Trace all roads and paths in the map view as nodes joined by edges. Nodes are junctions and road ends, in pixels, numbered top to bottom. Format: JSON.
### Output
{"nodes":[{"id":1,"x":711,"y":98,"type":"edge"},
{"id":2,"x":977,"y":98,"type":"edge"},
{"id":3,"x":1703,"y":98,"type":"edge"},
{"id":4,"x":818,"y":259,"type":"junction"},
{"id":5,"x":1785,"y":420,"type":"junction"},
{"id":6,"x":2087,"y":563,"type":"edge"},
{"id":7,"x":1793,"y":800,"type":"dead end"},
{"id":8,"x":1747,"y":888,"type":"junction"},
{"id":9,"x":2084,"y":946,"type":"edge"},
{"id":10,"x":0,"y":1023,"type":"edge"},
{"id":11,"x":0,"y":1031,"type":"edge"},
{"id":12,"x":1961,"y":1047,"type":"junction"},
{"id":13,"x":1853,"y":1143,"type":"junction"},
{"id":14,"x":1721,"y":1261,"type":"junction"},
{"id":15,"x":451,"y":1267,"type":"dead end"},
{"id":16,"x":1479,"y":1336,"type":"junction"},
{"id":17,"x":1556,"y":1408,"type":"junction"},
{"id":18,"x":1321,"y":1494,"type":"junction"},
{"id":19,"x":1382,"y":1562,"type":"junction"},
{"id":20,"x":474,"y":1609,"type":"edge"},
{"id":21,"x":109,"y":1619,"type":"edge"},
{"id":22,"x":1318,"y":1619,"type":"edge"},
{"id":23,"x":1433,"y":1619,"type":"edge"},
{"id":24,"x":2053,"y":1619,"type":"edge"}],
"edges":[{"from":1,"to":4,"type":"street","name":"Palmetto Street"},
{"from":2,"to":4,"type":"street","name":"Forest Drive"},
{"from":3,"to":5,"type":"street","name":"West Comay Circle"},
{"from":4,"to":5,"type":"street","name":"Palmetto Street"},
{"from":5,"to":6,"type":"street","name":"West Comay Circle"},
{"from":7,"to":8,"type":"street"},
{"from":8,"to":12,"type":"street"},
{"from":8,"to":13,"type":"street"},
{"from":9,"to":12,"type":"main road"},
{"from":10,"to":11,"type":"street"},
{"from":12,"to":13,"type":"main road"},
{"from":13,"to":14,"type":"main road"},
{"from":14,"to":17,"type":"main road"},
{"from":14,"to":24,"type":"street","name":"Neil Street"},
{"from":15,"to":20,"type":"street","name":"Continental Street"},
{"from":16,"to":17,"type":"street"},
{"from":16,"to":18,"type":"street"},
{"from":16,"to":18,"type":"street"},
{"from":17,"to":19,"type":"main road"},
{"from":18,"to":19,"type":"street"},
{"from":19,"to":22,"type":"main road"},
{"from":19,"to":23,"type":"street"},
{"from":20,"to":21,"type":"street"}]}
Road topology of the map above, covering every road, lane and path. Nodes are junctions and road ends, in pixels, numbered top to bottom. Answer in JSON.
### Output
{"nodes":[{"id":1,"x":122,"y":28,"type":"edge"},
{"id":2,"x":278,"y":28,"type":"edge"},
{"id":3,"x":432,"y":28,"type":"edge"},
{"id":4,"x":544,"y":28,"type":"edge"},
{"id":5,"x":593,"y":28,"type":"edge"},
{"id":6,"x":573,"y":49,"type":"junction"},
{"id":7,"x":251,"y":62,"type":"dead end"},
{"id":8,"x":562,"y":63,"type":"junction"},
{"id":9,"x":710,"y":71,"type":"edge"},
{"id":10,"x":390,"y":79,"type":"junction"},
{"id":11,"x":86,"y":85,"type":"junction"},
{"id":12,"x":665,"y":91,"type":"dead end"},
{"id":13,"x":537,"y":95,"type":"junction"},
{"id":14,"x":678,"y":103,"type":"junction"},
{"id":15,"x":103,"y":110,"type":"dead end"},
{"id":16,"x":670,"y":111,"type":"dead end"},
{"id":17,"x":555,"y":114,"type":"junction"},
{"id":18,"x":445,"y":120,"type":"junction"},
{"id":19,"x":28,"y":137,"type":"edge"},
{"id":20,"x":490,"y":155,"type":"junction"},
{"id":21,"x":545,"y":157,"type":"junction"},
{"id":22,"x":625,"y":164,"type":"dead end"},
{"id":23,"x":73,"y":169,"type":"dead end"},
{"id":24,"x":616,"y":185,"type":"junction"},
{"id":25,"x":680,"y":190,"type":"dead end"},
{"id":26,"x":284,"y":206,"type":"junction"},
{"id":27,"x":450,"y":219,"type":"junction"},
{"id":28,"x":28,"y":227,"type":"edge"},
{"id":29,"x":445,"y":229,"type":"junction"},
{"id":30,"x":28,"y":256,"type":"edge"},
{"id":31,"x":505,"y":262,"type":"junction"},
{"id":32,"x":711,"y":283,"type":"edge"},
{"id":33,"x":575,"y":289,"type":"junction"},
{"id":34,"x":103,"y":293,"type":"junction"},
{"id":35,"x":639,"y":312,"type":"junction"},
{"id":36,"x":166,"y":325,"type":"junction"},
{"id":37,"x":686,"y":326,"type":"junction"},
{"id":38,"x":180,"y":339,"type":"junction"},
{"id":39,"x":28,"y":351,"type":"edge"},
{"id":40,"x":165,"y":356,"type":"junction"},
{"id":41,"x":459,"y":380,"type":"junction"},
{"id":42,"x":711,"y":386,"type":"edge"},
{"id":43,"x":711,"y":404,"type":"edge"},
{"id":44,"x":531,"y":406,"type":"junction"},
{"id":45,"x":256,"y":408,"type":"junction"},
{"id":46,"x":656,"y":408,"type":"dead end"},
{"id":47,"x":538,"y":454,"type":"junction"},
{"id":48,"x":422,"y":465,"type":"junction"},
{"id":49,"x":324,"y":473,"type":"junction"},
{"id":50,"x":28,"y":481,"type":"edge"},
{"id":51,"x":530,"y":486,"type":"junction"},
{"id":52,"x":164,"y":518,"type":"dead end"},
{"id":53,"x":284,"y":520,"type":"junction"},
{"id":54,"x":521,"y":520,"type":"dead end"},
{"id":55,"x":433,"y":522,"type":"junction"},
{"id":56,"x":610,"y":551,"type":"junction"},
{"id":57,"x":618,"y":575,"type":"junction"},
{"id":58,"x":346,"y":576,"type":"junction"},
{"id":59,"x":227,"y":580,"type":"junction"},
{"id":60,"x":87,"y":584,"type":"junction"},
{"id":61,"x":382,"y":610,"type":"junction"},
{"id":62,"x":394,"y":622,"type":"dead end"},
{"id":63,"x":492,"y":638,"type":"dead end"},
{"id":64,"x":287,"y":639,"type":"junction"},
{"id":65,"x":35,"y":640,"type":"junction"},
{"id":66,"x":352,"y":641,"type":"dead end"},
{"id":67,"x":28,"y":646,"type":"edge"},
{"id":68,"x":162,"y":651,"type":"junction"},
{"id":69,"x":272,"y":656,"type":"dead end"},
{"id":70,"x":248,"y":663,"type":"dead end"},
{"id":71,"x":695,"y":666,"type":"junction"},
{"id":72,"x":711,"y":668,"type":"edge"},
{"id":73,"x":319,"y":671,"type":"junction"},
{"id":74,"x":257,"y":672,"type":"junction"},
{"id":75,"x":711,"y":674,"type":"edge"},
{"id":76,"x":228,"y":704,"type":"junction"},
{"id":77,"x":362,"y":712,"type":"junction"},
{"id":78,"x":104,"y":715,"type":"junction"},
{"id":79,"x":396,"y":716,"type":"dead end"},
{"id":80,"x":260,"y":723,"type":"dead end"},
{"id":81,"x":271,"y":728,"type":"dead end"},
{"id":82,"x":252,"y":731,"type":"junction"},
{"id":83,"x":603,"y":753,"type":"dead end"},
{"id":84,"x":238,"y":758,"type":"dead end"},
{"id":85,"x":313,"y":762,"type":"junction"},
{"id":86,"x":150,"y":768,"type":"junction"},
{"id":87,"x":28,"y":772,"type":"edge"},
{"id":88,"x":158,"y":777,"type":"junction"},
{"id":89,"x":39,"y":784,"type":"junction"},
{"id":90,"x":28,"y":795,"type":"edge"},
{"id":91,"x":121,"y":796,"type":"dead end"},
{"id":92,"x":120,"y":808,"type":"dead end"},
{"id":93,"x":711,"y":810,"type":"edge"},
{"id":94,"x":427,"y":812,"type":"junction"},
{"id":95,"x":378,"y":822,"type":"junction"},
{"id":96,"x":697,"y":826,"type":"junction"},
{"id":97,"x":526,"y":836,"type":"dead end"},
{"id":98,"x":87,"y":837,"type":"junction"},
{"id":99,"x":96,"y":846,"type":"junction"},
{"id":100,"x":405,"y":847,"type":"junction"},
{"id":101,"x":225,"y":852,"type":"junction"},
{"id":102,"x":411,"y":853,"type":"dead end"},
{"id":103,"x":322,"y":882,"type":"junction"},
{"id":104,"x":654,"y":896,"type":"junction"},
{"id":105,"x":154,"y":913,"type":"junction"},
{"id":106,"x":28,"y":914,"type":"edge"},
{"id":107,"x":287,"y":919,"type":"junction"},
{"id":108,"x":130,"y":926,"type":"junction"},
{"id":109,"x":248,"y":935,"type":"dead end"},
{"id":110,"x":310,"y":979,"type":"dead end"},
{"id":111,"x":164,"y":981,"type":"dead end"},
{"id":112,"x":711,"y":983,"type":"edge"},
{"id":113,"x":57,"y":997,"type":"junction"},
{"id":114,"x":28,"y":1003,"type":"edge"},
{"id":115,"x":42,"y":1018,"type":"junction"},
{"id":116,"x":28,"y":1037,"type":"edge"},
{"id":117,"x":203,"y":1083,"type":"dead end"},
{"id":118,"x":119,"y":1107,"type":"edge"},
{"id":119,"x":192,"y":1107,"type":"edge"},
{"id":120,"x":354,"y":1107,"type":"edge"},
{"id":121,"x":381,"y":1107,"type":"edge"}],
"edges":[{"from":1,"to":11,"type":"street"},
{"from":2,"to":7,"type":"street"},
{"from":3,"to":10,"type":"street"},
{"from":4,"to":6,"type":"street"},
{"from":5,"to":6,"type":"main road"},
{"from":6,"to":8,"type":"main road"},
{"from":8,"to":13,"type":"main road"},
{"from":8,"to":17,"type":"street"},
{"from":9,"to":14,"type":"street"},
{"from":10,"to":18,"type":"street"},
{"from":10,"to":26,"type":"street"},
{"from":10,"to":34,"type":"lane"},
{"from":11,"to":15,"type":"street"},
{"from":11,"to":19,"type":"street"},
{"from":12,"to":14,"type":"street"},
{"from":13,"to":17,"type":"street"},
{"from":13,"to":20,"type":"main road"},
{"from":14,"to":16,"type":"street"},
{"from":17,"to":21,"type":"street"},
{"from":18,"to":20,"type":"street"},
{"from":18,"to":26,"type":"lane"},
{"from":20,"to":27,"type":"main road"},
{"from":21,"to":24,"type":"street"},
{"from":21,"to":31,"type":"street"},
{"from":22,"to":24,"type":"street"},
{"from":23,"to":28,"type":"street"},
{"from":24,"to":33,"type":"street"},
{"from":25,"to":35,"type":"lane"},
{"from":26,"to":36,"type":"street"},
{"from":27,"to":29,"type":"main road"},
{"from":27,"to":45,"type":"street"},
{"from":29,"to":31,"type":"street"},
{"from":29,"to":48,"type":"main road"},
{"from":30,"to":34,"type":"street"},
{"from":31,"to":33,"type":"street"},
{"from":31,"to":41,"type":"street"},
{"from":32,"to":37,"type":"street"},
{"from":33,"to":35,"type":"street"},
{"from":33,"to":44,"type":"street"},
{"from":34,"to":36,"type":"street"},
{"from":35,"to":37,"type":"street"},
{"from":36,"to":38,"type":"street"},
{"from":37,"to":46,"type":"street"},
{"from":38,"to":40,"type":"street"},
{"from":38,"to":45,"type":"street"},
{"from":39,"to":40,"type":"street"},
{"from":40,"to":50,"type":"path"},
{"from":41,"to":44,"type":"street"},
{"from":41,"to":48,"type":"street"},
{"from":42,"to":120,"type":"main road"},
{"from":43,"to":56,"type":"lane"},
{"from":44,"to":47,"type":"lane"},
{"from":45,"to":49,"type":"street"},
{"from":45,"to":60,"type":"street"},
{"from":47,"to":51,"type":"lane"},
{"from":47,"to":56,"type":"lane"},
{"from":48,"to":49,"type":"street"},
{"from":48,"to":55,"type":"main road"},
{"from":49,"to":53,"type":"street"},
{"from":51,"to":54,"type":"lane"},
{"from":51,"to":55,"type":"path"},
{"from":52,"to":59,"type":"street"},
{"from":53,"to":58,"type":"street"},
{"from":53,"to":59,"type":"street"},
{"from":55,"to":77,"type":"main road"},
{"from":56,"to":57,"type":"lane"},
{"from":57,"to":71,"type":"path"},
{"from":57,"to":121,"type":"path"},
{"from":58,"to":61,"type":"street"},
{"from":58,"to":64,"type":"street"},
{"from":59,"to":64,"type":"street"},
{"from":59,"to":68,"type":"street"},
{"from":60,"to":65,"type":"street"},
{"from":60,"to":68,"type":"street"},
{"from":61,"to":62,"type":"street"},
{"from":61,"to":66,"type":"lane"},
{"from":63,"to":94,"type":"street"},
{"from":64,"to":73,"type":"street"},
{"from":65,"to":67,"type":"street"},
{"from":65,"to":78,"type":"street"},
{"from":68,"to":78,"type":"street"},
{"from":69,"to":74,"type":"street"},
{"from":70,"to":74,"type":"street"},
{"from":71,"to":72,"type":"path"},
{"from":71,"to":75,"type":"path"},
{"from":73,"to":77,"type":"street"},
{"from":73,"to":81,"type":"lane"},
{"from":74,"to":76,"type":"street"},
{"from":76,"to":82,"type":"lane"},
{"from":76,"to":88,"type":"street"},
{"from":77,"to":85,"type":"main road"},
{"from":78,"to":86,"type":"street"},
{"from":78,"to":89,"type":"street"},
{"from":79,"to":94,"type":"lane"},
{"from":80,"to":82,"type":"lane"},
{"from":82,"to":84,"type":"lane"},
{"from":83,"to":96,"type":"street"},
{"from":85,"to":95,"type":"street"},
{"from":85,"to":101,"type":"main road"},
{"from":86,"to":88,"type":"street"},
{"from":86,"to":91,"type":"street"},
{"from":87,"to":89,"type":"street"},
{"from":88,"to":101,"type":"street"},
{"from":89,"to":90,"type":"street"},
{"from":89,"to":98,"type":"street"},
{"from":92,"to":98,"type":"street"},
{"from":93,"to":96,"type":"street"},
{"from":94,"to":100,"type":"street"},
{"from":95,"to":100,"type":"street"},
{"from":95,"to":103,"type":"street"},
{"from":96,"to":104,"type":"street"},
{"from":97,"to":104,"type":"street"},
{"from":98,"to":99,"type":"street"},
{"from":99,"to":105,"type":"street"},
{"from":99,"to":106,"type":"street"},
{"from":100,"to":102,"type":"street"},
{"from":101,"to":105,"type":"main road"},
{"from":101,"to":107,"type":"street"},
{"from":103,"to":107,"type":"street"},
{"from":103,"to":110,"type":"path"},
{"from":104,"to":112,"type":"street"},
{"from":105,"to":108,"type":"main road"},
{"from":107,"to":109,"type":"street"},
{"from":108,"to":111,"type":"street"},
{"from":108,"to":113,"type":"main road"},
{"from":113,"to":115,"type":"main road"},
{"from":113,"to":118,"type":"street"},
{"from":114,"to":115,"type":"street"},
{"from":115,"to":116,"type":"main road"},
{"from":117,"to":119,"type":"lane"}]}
────────────────
What you need to do =
When a line in the material above contains the word "junctions", copy that line out.

Written solution =
Trace all roads and paths in the map view as nodes joined by edges. Nodes are junctions and road ends, in pixels, numbered top to bottom. Format: JSON.
Road topology of the map above, covering every road, lane and path. Nodes are junctions and road ends, in pixels, numbered top to bottom. Answer in JSON.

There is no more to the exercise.